If you want to get a sense of exactly how big Six60 have become, last night's concert at Villa Maria was a pretty strong statement.

Gates opened at 4.30pm, and fans went running at full tilt down the natural grassy bowl to claim their spot right in front of the stage. No matter that the sun was blazing and it would be over four hours before Six60 would take the stage, they were committed.

Thankfully there were four support acts to keep fans entertained, and Six60's selection of artists was indicative of remarkably good taste and judgement.

Rising local hip hop star Diaz Grimm kicked off proceedings with a crackling set which proved why he was nominated for a NZ Music Award last year.


Electrically colourful mega-group Weird Together were next, both presenting and encouraging the best dance moves of the night with their on stage world music party.

Six60's American label mate Mike Taylor then arrived to inject some old/nu school RnB style into proceedings before P-Money turned the vineyard into a club.

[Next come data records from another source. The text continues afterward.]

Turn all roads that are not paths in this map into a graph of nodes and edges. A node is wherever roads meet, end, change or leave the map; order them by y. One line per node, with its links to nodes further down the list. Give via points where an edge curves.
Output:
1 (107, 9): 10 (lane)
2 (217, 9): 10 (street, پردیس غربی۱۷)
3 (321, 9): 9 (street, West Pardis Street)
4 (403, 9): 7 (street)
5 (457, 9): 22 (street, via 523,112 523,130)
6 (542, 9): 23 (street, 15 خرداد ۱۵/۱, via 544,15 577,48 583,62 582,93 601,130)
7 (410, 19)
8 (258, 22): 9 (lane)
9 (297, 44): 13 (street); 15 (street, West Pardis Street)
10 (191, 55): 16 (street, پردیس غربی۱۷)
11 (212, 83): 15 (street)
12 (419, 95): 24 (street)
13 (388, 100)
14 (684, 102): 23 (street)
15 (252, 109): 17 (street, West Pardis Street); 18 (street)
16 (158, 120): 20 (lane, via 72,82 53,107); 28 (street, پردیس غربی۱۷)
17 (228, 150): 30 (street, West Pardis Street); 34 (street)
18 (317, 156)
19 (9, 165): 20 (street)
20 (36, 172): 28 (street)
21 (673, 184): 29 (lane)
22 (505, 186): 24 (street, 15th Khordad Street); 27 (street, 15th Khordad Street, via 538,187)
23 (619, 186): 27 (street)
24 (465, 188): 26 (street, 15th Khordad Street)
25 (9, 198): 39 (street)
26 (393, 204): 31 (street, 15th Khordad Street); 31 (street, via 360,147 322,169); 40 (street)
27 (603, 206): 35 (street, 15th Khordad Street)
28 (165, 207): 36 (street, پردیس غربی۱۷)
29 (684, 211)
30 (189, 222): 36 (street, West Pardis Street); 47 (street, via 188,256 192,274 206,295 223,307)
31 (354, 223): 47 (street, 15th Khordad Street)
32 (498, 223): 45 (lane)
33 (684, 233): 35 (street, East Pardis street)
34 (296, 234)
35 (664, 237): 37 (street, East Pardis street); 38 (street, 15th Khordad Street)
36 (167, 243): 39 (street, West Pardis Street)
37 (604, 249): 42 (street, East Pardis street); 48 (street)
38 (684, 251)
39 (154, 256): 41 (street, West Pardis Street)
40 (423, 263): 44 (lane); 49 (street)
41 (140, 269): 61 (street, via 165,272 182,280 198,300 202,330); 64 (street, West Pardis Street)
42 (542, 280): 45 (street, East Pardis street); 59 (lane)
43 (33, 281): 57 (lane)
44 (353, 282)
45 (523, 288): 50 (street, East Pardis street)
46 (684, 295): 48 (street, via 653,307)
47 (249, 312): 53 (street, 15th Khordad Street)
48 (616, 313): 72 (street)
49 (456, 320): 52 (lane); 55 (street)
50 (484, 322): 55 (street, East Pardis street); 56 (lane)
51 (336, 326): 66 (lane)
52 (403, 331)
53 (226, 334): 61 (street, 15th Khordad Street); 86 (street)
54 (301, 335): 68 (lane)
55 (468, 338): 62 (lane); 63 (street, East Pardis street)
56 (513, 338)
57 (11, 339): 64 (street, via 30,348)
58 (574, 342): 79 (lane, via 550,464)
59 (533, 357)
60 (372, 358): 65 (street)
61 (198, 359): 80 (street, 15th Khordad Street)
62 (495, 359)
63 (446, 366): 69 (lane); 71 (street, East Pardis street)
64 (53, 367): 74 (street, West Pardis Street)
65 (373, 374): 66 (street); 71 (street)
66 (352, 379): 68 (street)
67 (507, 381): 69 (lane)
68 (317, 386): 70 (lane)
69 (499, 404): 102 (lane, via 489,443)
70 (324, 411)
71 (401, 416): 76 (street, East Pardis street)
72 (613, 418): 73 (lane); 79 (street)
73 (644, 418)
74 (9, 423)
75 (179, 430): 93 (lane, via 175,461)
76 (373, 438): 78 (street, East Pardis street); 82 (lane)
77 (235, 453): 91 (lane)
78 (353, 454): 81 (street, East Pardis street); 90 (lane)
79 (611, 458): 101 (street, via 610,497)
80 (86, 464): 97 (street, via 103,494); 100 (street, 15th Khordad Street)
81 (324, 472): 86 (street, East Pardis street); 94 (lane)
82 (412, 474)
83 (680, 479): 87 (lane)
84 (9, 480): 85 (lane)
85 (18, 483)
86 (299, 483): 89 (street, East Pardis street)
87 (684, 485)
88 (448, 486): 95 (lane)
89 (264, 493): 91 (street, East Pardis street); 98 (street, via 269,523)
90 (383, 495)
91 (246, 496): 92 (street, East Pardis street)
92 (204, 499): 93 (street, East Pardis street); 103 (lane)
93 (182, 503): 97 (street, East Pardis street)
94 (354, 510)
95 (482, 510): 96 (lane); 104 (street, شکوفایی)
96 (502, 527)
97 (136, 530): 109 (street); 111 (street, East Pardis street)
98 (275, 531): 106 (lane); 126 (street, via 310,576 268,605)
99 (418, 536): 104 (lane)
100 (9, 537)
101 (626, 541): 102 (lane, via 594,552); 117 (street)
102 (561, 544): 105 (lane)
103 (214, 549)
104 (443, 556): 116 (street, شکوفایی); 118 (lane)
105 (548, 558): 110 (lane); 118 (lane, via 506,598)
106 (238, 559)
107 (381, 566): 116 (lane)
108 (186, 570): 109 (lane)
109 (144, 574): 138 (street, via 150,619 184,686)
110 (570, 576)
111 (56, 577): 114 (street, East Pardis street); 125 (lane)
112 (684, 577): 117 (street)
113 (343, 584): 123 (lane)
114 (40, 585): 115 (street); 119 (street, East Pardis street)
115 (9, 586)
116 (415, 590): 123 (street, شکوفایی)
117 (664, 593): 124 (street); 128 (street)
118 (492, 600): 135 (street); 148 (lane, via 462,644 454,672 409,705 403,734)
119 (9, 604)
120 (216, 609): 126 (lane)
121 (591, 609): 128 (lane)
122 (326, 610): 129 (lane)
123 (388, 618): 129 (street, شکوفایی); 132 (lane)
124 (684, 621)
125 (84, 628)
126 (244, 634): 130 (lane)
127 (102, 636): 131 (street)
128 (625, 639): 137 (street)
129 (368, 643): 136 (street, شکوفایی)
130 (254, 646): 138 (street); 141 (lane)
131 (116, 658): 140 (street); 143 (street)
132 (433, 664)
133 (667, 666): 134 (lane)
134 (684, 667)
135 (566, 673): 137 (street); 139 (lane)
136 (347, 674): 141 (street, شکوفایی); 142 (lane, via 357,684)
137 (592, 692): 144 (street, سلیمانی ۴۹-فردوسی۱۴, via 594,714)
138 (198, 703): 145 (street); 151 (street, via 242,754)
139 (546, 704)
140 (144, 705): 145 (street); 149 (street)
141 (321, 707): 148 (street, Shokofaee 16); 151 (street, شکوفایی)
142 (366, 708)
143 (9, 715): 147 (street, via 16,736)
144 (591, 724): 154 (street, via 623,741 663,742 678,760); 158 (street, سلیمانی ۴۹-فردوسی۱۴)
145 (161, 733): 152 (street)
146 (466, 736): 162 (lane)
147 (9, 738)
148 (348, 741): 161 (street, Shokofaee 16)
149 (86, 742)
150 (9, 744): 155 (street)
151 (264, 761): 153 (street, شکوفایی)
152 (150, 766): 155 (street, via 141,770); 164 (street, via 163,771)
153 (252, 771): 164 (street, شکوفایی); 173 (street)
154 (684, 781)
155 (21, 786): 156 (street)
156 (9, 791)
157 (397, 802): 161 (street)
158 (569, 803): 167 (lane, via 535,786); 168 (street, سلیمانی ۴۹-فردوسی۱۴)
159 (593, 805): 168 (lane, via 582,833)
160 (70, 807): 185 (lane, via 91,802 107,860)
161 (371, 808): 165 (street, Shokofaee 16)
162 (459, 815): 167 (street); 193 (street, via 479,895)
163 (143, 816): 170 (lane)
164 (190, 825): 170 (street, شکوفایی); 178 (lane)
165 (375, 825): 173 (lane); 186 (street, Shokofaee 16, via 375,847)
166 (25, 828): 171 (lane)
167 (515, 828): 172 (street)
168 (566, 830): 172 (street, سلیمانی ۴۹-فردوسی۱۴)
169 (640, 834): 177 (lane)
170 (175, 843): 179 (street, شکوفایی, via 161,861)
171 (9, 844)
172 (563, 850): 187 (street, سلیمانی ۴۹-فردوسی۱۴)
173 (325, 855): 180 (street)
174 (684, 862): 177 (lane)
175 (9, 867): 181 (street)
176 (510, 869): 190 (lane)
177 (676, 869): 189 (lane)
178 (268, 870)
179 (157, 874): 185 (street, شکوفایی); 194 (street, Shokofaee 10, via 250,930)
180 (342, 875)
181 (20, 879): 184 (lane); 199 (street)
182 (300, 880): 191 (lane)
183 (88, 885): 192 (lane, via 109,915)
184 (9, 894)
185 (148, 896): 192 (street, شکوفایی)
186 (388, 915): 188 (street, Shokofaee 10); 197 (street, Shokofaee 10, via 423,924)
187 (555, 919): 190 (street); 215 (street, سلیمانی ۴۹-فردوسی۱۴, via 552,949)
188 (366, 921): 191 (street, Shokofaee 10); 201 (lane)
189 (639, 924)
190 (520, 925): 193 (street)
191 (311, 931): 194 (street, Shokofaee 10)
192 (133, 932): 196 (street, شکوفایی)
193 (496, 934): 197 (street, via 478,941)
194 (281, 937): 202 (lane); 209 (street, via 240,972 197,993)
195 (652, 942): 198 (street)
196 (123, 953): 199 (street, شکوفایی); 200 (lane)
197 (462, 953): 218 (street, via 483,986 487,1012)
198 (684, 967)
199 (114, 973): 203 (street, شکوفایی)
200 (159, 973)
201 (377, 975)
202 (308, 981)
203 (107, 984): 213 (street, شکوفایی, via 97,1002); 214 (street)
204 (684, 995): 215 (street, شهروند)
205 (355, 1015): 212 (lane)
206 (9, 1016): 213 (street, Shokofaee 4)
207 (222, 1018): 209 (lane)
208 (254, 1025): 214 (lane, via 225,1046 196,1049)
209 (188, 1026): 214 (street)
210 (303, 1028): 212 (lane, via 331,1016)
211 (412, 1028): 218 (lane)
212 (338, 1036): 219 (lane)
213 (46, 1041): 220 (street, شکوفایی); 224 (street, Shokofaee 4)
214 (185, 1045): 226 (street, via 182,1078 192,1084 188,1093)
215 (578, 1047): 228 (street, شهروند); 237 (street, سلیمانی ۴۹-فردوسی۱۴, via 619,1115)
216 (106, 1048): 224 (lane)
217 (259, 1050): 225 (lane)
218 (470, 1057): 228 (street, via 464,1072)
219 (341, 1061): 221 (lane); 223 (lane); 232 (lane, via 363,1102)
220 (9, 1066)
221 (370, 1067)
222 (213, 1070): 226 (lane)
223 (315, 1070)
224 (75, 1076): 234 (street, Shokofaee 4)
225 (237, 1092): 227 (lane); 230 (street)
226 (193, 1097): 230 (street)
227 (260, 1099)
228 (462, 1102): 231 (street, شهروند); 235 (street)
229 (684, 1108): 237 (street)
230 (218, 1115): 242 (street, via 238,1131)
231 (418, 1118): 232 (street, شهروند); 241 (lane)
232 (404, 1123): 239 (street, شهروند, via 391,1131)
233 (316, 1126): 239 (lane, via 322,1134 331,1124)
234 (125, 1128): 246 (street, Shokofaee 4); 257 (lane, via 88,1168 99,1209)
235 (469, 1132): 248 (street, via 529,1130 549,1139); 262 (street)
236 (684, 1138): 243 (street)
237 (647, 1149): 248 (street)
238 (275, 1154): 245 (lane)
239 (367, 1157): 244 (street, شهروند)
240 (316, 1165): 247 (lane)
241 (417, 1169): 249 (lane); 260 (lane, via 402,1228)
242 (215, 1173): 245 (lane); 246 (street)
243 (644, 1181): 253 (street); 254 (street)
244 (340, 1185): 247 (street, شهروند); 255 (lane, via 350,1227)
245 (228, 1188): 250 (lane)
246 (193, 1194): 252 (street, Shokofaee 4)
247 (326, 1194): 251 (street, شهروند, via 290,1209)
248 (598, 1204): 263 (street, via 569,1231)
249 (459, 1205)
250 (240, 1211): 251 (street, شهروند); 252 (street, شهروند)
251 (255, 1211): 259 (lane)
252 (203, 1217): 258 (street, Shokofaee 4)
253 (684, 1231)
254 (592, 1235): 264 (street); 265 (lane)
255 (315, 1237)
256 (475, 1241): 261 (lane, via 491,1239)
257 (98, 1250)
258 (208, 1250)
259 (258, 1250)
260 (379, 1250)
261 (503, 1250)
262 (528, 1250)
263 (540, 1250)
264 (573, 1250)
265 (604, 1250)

The level of rabid enthusiasm was slowly increasing and the people watching was almost as good as the scheduled entertainment.

But then in a brilliantly timed puff of blue smoke, Six60 arrived, and the spell was cast.

Arms were up, girls were swaying on top of guys shoulders and the five Dunedin dudes were given a heroes welcome.

Did they deserve it? In a word, yes. Whatever your opinion of their music, there's no arguing they put on a great show: the lights, the stage set up (two drum kits on risers) and the scale of the production were all top notch. And they're tight.

Then, only three songs in, lead singer Matiu Walters climbed half way up the towering stage scaffolding to sing through a megaphone.

Where could it go from there? 10,000 people (one of the biggest crowds Villa Maria has ever hosted) yelling "hit me" as Walters did a few vocal gymnastics was quite entertaining, and hearing the crowd sing along to their bona fide 2015 hit White Lines, while recreating their feel good video live, was pretty darn memorable.

That song has Kiwi classic firmly stamped on it and it felt like the encore even though it came mid set.

Yes, there were some slightly more tepid songs, but the tracks from their latest album, like Special and So High, as well as older hits like Forever (combined with a cover of Drake's Hotline Bling) stand up to the test of stadium treatment, with Walters honey smooth voice the anchor of their appeal of their genre fusion.

Plus any kiwi act that can get 10,000 Aucklanders singing in unison deserve a tip of the hat.